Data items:
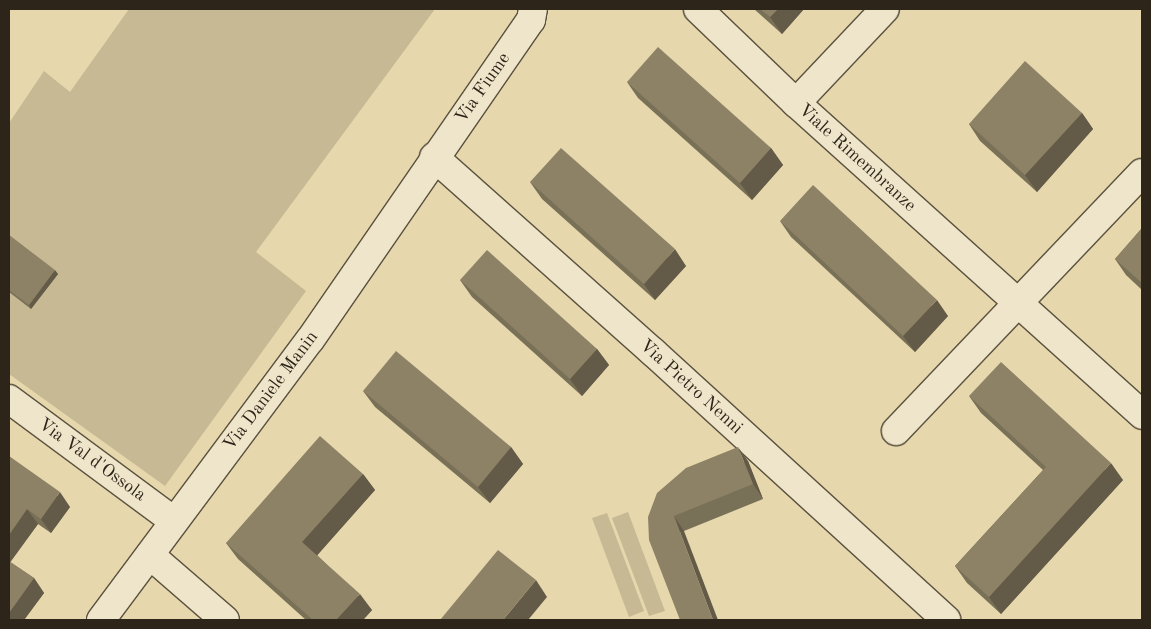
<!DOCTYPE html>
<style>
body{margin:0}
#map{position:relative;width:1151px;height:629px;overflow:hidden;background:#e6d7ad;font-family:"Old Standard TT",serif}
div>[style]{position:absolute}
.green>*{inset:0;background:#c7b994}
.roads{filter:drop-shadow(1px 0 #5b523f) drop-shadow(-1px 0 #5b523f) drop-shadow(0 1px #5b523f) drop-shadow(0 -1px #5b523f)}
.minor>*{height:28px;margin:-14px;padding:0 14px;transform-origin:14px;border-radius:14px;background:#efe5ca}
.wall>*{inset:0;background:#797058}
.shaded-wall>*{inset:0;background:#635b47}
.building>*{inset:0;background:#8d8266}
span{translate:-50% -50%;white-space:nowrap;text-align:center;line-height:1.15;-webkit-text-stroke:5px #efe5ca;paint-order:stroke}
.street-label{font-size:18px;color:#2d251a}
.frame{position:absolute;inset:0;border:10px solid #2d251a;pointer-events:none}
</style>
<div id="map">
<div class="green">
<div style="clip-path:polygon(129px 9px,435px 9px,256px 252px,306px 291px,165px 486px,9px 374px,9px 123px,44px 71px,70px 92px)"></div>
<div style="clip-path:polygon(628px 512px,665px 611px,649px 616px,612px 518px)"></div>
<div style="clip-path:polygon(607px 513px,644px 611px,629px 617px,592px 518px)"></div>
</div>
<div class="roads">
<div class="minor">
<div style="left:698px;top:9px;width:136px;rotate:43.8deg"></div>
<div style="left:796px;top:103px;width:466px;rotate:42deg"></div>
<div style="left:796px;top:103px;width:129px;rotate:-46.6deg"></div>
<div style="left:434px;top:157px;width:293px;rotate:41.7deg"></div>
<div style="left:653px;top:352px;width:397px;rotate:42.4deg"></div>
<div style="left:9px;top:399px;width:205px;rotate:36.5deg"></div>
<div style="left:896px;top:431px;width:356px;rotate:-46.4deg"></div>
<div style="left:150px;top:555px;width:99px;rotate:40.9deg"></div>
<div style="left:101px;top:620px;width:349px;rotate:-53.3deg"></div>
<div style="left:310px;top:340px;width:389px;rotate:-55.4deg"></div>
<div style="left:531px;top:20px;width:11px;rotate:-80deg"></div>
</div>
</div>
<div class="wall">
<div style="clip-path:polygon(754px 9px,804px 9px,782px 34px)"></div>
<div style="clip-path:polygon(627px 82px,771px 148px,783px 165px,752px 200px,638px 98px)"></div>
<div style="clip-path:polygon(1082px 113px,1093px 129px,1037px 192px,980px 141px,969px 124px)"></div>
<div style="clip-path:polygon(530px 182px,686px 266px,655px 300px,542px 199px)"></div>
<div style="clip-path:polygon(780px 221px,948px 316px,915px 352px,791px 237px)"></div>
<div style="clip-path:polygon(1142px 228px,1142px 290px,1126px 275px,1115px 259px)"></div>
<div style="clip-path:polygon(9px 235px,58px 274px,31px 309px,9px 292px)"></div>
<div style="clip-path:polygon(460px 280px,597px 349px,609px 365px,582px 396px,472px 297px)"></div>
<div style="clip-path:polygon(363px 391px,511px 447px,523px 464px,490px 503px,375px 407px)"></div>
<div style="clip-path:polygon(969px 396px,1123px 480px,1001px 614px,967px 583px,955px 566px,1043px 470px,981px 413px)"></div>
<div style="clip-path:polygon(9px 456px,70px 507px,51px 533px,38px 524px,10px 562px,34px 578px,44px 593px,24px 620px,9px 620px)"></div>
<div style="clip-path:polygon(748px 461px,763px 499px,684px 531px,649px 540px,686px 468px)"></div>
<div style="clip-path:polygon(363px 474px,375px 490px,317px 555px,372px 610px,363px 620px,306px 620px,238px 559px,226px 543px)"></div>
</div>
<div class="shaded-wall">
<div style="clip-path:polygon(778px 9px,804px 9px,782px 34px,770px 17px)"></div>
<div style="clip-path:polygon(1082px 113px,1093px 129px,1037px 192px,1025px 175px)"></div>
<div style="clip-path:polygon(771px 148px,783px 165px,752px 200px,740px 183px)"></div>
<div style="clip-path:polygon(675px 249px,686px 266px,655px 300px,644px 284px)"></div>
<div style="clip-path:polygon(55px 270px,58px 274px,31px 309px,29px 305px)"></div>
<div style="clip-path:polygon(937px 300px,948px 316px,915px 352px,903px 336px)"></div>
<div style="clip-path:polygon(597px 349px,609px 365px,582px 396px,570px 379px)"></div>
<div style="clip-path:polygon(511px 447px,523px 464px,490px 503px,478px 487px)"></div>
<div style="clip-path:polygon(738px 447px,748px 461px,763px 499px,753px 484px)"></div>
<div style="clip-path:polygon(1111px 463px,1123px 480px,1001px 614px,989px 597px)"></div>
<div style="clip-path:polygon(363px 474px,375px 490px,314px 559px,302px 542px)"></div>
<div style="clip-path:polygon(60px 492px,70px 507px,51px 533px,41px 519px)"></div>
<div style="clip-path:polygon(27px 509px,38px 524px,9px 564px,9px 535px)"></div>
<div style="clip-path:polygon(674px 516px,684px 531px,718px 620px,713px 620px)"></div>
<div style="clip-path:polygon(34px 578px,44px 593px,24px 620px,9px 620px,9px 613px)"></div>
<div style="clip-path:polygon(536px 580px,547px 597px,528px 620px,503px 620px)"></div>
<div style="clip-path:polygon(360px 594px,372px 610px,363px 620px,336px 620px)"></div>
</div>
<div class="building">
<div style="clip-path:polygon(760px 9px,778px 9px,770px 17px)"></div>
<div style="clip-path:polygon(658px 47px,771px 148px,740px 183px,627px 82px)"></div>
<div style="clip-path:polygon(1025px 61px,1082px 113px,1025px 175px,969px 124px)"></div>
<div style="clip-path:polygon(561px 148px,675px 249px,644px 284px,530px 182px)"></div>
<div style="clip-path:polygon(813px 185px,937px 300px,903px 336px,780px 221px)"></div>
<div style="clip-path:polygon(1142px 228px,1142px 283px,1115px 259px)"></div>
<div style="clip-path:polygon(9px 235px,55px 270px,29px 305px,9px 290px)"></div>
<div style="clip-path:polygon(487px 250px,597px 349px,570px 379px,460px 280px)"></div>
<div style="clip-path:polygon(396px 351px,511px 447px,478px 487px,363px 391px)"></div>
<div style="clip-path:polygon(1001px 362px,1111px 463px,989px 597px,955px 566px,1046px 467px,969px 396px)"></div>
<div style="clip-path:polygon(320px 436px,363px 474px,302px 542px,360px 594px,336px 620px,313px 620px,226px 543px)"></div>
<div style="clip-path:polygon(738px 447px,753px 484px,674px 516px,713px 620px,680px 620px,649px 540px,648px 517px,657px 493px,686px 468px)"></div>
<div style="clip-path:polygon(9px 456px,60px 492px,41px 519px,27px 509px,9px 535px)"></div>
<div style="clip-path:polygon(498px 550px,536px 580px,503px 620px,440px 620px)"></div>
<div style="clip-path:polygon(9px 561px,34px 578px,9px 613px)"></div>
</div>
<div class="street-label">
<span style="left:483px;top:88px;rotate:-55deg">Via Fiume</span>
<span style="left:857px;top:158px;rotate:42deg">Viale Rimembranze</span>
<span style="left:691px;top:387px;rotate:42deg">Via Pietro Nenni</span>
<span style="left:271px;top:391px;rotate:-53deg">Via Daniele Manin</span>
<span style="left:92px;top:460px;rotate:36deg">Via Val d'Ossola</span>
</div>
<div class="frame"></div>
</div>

- _What you have to do_:
Say how many lines of the data include the word "shaded". Respond with the number alone.

- _Result of the task_:
2